Luckily, you can force VS 2010 to allow forward-version referencing (up to 3.5) by editing each project file. Just add a specificversion element to each ProjectReference as needed:
<projectreference include="..\Foo\Common\Common.csproj">
    <project>{3A15B7A1-4FDA-21B0-877F-6F5D21B3C47F}</project>
    <name>Common</name>
    <specificversion>true</specificversion>
</projectreference>

However, in a large solution with many projects referencing each other, this could have a cascading effect, and editing the project files would be very cumbersome. So I wrote the PowerShell script below. Drop it in the top level of your solution, and the script searches recursively for .csproj files and updates the ProjectReference elements matching the partial GUIDs (which you must specify by editing the relevant line of the script).

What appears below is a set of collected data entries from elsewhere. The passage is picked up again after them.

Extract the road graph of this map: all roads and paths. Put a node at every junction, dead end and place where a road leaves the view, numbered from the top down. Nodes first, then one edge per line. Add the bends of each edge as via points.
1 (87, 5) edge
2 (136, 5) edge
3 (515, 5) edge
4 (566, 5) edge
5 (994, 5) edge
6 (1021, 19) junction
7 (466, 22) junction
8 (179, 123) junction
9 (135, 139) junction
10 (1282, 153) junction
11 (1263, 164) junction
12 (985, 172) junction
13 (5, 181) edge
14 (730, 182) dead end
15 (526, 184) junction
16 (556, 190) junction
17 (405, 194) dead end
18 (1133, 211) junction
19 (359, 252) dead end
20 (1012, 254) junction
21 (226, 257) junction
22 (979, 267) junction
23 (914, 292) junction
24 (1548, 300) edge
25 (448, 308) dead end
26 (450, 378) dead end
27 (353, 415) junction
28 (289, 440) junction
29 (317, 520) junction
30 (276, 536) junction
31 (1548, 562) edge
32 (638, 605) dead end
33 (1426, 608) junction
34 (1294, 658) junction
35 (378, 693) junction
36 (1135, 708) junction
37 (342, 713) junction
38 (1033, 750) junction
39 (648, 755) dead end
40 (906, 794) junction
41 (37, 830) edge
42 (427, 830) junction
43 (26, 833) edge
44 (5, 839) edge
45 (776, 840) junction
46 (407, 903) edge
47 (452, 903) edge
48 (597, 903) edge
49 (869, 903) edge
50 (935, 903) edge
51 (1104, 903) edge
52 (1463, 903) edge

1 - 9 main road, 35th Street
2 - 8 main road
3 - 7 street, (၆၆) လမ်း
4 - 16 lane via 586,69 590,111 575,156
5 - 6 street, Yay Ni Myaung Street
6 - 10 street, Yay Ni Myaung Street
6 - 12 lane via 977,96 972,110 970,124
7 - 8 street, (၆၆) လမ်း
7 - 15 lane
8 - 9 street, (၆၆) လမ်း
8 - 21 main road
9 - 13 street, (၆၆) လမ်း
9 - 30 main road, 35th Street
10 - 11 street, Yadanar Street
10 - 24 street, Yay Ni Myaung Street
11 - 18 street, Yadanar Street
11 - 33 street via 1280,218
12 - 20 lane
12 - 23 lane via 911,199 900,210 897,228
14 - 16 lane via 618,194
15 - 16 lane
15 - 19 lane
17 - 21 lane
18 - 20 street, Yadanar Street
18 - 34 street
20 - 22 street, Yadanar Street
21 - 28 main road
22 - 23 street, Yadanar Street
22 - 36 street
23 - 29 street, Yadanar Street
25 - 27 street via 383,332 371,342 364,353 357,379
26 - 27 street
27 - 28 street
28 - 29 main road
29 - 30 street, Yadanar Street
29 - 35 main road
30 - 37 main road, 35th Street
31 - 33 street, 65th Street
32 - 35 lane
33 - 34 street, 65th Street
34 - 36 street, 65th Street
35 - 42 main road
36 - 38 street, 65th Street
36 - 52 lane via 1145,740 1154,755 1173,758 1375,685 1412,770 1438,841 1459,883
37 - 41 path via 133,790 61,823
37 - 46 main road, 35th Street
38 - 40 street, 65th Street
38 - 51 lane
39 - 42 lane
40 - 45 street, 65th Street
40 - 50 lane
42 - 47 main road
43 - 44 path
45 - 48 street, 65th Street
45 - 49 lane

Note: Close Visual Studio before running this script, since it modifies project files.
update_csproj.ps1:
dir -recurse -filter *.csproj | foreach { 
    $xml = New-Object XML

    $xml.Load($_.FullName)

    # we want the ItemGroup that contains the references
    $itemgroup = $xml.Project.ItemGroup | where { $_.ProjectReference }
    # Partial project GUIDs to search for... (edit as needed for your projects)
    $projrefs = $itemgroup.ProjectReference `
        | where { !$_.SpecificVersion `
            -and ( $_.Project -like "*CF2185B1*" `
                -or $_.Project -like "*FOO185B2*" `
                -or $_.Project -like "*BAR185B3*" `
                -or $_.Project -like "*BAZ185B4*") `
        }
    
    if ($projrefs) {
        Write-Host $_.FullName
        
        foreach($ref in $projrefs) {
            if($ref) {
                # <specificversion>true</specificversion>
                $el = $xml.CreateElement("SpecificVersion", $xml.Project.xmlns)   
                $el.InnerText = "true" 
                $ref.AppendChild($el) | out-null
                Write-Host "    updated: " $ref.Name
            }
        }

        $xml.Save($_.FullName) 
    }
}

Write-Host "Press any key to continue ..."
$host.UI.RawUI.ReadKey("NoEcho,IncludeKeyDown")

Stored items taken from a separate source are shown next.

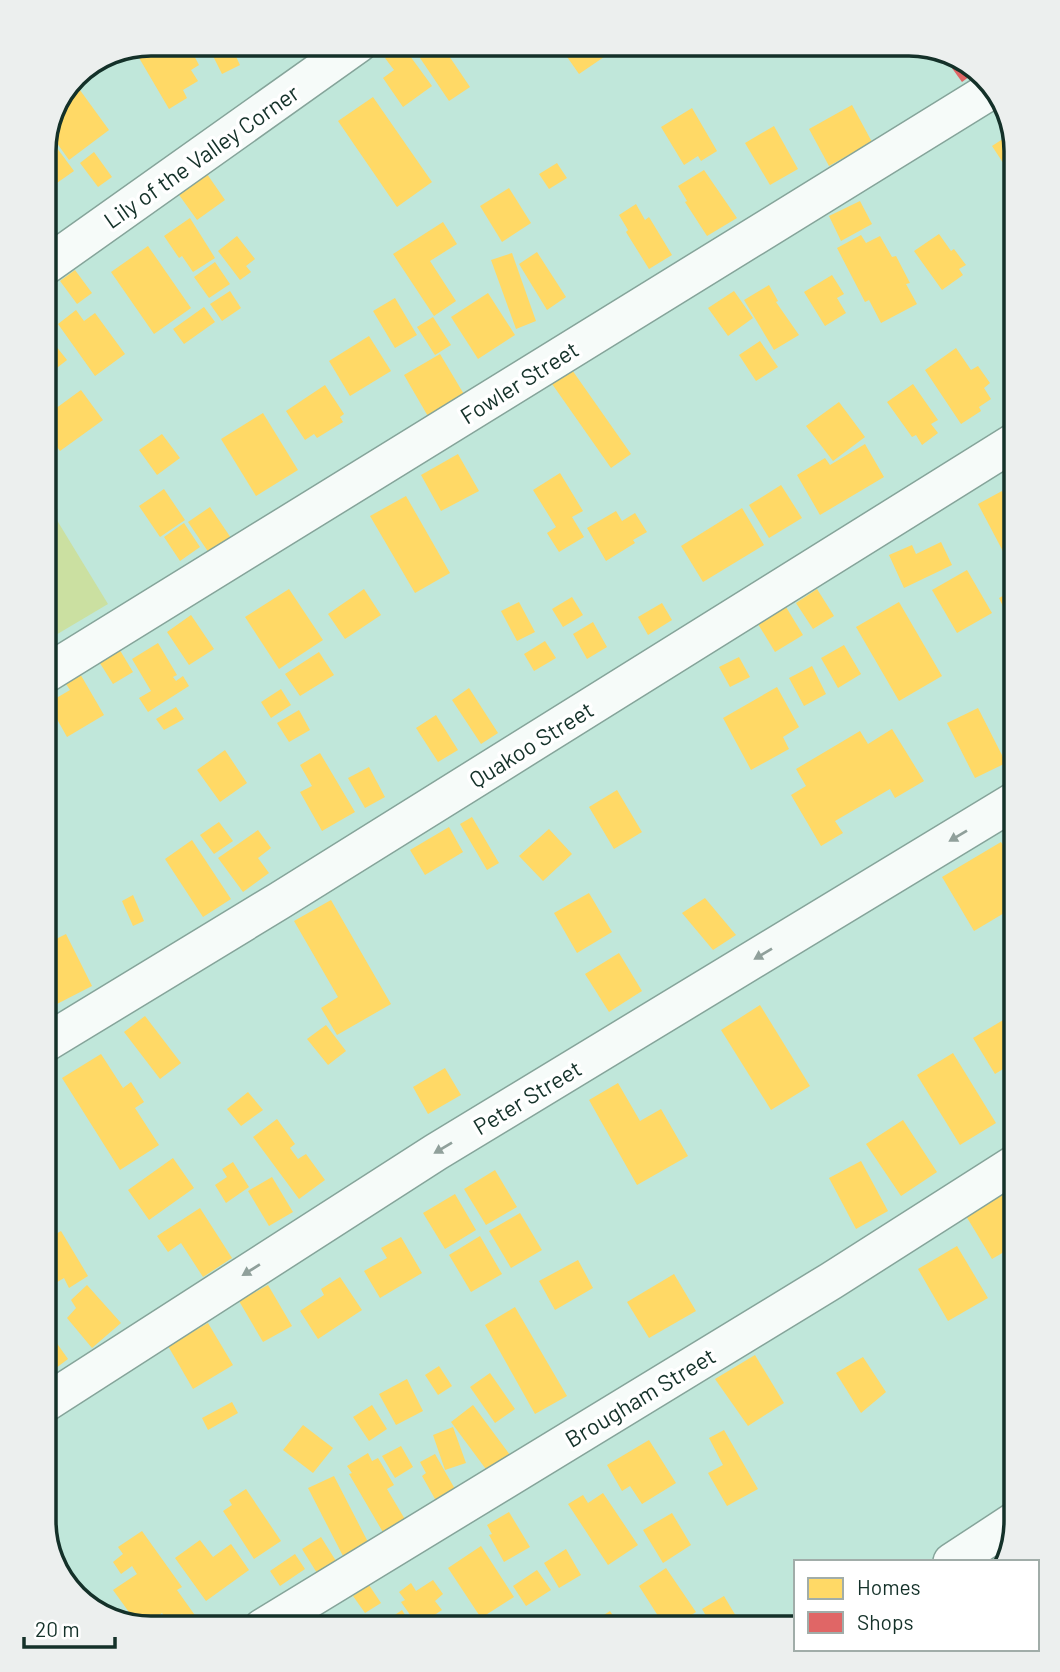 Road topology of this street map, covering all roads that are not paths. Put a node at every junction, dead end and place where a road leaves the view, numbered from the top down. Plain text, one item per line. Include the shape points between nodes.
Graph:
1 (341, 56) edge
2 (985, 94) edge
3 (56, 258) edge
4 (1004, 448) edge
5 (56, 668) edge
6 (1004, 807) edge
7 (56, 1037) edge
8 (1004, 1171) edge
9 (56, 1396) edge
10 (1003, 1528) edge
11 (955, 1560) edge
12 (282, 1616) edge

1 - 3 street, Lily of the Valley Corner
2 - 5 street, Fowler Street
4 - 7 street, Quakoo Street
6 -> 9 street, Peter Street via 436,1152
8 - 12 street, Brougham Street
10 - 11 street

The script output will look like this:

2 comments:

  1. No need for a script. Specific Version is an editable field in the VS 2010 properties window for the reference.

    ReplyDelete
  2. Hmmm. You're right--no need to edit the .csproj XML by hand, at least. For a solution with 10+ projects, each with multiple references, the script could still be handy.